It gets dreary; feeling life losing luster, told it’s all perception. Giving the best one can offer! Over a five-week argument, sheer devastated, asking for old minutes, those before time. I was thinking—of why you love him, I was at a loss; not out of disaster, just unlearned, why do we
love? And no remorse, fully trusting, to approach an altar like a child. I never fathom each message, fueled by each lesson. Such a wrecking ball; such to devour disputation. To feel that feeling. It remains unnamed. Love falls under misnomers. To see again. As never to lose that
feeling. This is heaven’s work.
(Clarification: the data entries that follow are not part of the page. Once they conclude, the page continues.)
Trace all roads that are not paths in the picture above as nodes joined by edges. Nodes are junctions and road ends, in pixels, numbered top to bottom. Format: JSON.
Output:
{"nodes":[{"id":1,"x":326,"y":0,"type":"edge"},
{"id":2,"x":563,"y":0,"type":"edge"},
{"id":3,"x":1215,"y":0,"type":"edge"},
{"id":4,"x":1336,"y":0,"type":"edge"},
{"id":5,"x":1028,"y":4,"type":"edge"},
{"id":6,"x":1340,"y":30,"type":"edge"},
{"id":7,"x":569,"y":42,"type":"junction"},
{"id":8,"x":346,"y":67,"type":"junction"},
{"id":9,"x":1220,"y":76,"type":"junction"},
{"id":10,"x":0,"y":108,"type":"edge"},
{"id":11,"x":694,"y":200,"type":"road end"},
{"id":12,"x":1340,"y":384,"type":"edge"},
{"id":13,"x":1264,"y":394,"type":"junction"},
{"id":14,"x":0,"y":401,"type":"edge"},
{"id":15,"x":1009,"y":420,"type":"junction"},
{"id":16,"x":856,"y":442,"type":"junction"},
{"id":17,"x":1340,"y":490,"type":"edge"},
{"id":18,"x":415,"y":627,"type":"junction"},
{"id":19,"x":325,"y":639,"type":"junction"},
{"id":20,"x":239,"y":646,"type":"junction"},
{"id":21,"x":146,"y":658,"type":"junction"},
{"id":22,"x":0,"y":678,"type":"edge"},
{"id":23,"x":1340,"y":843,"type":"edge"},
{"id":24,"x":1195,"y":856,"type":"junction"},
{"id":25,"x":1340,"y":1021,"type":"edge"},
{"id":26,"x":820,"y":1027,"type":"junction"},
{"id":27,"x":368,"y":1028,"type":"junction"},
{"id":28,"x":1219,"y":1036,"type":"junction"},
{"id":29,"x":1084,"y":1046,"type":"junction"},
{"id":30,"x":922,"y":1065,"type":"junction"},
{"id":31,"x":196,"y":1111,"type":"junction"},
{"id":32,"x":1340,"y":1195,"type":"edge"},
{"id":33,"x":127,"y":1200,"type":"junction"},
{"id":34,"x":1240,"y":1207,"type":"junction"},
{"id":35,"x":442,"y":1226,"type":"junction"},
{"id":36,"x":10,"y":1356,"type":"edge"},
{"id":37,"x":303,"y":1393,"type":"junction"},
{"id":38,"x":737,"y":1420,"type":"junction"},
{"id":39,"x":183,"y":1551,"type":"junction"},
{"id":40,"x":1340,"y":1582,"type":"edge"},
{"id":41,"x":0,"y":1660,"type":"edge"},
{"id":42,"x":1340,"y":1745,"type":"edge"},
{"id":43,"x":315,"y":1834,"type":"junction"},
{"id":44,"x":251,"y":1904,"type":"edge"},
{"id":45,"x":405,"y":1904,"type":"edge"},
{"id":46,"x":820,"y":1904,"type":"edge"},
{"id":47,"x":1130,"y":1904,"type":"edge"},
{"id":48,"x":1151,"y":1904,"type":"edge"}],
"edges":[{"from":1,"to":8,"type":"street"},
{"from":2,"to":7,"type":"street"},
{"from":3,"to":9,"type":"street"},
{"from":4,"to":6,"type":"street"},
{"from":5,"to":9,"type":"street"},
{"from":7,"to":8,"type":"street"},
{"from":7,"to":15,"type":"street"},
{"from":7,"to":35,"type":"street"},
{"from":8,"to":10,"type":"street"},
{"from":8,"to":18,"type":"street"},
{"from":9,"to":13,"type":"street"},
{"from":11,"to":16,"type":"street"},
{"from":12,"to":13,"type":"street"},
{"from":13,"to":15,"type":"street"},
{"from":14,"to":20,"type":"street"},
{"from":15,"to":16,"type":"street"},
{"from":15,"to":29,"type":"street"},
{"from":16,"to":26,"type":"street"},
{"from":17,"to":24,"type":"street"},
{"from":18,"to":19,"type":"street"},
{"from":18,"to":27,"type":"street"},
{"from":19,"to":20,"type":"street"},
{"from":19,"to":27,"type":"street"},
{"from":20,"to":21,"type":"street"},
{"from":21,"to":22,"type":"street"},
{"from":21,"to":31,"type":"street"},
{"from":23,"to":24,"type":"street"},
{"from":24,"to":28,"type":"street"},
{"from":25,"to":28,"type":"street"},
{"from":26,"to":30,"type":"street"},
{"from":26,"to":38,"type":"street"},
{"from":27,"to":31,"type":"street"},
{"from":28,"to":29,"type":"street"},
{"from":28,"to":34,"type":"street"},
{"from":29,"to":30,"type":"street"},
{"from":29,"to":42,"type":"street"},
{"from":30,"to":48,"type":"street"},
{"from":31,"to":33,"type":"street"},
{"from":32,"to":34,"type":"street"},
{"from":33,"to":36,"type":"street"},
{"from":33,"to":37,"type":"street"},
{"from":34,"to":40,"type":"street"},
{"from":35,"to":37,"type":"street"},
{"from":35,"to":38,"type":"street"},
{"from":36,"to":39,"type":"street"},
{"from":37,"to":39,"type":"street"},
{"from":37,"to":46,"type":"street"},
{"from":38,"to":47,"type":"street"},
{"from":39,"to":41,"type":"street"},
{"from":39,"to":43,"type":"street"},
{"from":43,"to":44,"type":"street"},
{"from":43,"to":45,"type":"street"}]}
In seizing opportunity, an indoor rider; going through life, never a warning, arms reaching, offering security. To see vulnerability, entrusted with innocence. In preservation of love, palming ashes, intimate rituals. If let down, the world stops moving. I
appear in her eyes; she implodes in my veins. Everything I do! I seek an ideal. She seeks a last name. Like science in my feelings. Like religion in her arts. In knowing God. In keeping her secret. Hoping against the universal. I used to hit the gas, staring into skies, moving gracefully—
those words, seeping into the gut-phone, knowing—it’s true to sanity, trying to have what many lost. Reminiscing. Aching self-government. Listening to faiths, kneeling in spirit. Living by codes. Getting up in age. I keep saying that old time thing, “I’m going to regroup.”